Özellikle Birinci Dünya Savaşı sırasında Kapitülasyonların tek taraflı olarak ilgasının ardından yürürlüğe giren 23 Şubat 1330 (1915) tarihli "Memâlik-i Osmaniyede Bulunan Ecnebilerin Hukuk ve Vezaifi Hakkında Muvakkat Kanun", kanunlar ihtilafını genel bir çerçevede düzenleyen ilk önemli metinlerden biri olmuştur. Bu kanun, yabancıların hal, ehliyet, aile hukuku ve menkul miras meselelerine ilişkin Türk mahkemelerinin yetkisine dair hükümler içermekteydi. Cumhuriyetin ilk yıllarında da Ahkam-ı Şahsiye Komisyonu gibi yapılar aracılığıyla, özellikle aile hukuku alanında önemli yasama çalışmaları yürütülmüş, bu süreç Türk Medeni Kanunu'nun kabulüyle yeni bir boyut kazanmıştır. Bu bağlamda, Ahkam-ı Şahsiye hem ulusal hem de uluslararası hukuki münasebetlerde kişilerin hak ve statülerinin istikrarını sağlama amacını taşımaktadır.
Türk Hukukunda Ahkam-ı Şahsiye'nin Gelişimi
Türk hukukunda Ahkam-ı Şahsiye'nin gelişimi, Osmanlı İmparatorluğu'nun son dönemlerinden Cumhuriyet'in kuruluşuna ve modern Medeni Kanun'un kabulüne uzanan çok katmanlı bir süreci ifade eder. Bu süreç, uluslararası ilişkiler, iç hukuk reformları ve toplumsal değişimlerle şekillenmiştir.

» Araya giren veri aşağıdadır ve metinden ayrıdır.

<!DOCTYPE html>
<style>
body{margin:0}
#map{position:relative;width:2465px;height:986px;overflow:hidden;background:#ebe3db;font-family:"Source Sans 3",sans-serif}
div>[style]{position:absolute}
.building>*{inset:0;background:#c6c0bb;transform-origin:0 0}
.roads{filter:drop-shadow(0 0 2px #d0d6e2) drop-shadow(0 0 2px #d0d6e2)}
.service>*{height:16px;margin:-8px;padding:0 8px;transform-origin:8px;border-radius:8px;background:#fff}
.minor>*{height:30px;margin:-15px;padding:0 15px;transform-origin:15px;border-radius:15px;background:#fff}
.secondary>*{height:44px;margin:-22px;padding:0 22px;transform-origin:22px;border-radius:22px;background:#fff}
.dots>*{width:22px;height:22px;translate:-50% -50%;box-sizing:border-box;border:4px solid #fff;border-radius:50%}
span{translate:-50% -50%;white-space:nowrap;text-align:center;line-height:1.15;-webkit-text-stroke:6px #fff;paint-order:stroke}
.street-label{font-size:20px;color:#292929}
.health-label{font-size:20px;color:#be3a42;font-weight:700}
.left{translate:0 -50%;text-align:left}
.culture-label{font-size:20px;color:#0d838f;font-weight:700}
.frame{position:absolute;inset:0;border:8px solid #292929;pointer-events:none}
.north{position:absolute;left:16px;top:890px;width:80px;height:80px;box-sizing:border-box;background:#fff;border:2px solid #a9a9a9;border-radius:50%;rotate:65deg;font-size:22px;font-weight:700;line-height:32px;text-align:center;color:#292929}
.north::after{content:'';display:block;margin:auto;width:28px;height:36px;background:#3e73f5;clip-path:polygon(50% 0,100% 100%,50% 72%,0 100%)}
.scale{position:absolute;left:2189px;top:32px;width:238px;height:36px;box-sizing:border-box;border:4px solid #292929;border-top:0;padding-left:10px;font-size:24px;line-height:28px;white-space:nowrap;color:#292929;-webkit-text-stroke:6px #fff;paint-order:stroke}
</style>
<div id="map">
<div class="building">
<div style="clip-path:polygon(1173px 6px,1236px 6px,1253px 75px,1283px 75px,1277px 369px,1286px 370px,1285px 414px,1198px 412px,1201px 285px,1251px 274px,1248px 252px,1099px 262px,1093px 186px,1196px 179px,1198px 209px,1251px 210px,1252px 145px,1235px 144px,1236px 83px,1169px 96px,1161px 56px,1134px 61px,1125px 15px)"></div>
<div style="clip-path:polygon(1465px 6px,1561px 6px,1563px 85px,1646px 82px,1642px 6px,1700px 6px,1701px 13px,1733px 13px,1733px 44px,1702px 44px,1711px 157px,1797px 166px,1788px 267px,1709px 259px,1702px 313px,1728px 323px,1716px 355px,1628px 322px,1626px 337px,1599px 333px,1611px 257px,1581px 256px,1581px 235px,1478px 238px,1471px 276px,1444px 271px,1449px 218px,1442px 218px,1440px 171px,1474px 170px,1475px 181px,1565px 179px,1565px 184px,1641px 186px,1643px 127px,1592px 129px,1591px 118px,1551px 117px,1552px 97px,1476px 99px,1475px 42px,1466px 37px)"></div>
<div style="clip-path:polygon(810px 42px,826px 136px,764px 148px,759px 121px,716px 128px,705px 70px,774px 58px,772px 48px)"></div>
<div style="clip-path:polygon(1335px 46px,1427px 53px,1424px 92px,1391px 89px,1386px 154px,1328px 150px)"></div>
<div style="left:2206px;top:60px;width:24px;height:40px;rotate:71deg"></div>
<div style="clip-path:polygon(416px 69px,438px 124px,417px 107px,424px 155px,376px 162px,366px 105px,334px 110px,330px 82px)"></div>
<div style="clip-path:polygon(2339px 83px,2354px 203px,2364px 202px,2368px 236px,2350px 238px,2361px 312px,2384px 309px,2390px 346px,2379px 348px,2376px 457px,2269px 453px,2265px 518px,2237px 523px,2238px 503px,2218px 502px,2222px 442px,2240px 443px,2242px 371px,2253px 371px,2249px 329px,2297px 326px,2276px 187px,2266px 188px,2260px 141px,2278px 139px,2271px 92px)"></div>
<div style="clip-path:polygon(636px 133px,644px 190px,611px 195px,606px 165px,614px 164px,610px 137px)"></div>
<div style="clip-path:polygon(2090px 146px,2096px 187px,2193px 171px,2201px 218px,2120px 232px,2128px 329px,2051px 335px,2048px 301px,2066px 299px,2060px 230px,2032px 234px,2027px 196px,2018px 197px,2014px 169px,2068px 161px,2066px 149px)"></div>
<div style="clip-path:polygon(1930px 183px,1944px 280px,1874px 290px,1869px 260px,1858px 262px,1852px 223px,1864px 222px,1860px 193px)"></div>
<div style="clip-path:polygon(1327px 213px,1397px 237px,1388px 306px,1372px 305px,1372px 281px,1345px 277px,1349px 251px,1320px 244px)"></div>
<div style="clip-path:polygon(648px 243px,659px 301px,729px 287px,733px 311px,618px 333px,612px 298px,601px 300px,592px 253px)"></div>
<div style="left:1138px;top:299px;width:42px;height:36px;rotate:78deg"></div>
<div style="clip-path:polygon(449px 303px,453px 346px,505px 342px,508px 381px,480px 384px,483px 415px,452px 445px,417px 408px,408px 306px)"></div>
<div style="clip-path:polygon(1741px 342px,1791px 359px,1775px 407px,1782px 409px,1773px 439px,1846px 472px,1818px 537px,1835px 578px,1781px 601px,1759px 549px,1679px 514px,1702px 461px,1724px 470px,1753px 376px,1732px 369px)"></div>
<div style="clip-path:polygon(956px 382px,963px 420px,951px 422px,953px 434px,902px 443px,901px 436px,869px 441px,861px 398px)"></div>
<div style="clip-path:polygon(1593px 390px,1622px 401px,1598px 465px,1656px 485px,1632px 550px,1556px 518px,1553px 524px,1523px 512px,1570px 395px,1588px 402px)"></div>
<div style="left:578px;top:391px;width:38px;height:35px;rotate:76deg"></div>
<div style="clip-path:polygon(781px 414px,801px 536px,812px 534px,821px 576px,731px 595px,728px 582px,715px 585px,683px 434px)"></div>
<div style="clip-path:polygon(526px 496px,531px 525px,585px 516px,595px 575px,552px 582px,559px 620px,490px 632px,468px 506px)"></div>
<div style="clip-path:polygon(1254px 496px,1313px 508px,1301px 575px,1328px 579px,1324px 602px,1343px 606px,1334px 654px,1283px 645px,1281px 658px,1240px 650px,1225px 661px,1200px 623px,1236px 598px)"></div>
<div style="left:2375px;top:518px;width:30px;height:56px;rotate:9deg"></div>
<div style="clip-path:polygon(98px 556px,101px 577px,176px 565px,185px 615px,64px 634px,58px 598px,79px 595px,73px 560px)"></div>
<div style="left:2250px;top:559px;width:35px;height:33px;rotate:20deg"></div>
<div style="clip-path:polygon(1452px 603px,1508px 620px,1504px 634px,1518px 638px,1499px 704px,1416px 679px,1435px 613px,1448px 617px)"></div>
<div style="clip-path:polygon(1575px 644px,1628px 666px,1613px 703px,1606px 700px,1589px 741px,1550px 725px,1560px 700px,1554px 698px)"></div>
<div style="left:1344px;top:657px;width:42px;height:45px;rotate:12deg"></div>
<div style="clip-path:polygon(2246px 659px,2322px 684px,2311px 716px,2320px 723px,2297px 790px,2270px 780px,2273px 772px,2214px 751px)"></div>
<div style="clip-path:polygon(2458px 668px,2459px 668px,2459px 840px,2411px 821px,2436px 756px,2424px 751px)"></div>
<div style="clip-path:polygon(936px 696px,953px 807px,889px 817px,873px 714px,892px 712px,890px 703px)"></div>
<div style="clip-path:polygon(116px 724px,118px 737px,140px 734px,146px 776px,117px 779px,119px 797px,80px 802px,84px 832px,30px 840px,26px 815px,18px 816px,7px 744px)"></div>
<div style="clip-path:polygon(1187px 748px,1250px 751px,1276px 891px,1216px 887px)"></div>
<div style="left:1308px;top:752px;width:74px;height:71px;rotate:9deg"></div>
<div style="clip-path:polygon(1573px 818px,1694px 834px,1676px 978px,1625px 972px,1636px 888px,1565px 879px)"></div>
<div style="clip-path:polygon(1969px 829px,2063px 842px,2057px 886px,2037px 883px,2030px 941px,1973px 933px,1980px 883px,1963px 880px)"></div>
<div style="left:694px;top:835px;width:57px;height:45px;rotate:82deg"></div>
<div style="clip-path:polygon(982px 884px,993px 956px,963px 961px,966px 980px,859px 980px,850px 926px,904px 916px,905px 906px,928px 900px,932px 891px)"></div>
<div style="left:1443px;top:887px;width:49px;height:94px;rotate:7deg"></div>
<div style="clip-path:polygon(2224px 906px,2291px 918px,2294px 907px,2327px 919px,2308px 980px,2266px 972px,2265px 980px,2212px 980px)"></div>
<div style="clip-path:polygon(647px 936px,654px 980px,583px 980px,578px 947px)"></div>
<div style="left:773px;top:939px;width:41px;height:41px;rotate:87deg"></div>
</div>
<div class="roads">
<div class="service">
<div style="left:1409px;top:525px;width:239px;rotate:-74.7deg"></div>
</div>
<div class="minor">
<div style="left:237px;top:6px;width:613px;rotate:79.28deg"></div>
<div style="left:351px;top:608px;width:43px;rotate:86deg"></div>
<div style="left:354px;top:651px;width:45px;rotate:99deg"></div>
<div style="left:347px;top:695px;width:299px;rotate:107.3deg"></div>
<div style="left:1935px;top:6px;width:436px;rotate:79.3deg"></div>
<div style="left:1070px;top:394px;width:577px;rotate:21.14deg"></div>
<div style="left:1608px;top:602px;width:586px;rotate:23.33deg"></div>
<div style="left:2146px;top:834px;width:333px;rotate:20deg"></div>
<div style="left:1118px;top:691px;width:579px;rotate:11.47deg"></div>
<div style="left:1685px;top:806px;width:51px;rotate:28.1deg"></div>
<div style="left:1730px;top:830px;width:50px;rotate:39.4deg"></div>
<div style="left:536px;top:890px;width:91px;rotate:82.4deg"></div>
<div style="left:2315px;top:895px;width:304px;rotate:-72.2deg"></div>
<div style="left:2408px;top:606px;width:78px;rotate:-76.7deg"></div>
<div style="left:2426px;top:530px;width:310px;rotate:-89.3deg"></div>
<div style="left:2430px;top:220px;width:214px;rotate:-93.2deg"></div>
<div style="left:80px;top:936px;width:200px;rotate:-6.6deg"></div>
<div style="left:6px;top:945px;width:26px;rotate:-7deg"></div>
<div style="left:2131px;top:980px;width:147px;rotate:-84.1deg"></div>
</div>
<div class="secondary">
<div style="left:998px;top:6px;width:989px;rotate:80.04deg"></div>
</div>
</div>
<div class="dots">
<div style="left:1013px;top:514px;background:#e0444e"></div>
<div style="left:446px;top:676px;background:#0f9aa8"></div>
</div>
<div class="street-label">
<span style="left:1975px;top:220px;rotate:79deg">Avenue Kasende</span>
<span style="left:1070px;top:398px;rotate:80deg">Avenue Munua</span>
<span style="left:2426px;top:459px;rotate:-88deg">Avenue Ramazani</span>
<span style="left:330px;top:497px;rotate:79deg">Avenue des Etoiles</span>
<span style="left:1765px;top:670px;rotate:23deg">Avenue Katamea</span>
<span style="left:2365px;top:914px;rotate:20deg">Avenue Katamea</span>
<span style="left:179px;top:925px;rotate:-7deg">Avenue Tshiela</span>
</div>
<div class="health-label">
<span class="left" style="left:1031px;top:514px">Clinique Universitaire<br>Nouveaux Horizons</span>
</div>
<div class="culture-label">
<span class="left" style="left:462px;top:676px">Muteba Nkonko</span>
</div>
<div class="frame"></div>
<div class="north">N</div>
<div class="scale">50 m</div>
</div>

Erken Cumhuriyet Dönemi: Ahkam-ı Şahsiye Komisyonu
Cumhuriyet'in ilk yıllarında, Türk Medeni Kanunu'nun yürürlüğe girmesinden önce, aile hukukunun ve dolayısıyla Ahkam-ı Şahsiye'ye dair esasların şekillendirilmesi amacıyla önemli yasama girişimleri olmuştur. Bu kapsamda, 1923 yılında Ahkam-ı Şahsiye Komisyonu kurulmuştur. Bu komisyon, selefi olan Hukuk-ı Aile Komisyonu'nun çalışmalarını devralarak faaliyete geçmiştir. Hukuk-ı Aile Komisyonu tarafından hazırlanan ve 1917 yılında yürürlüğe giren Hukuk-ı Aile Kararnamesi, o dönemin toplumsal yapısına ve özellikle Mecelle'deki aile hukuku hükümlerine yabancı bulunması, çok eşliliği ve tek taraflı boşanmayı yasaklaması gibi nedenlerle tepki çekmiş ve 1919 yılında yürürlükten kaldırılmıştır.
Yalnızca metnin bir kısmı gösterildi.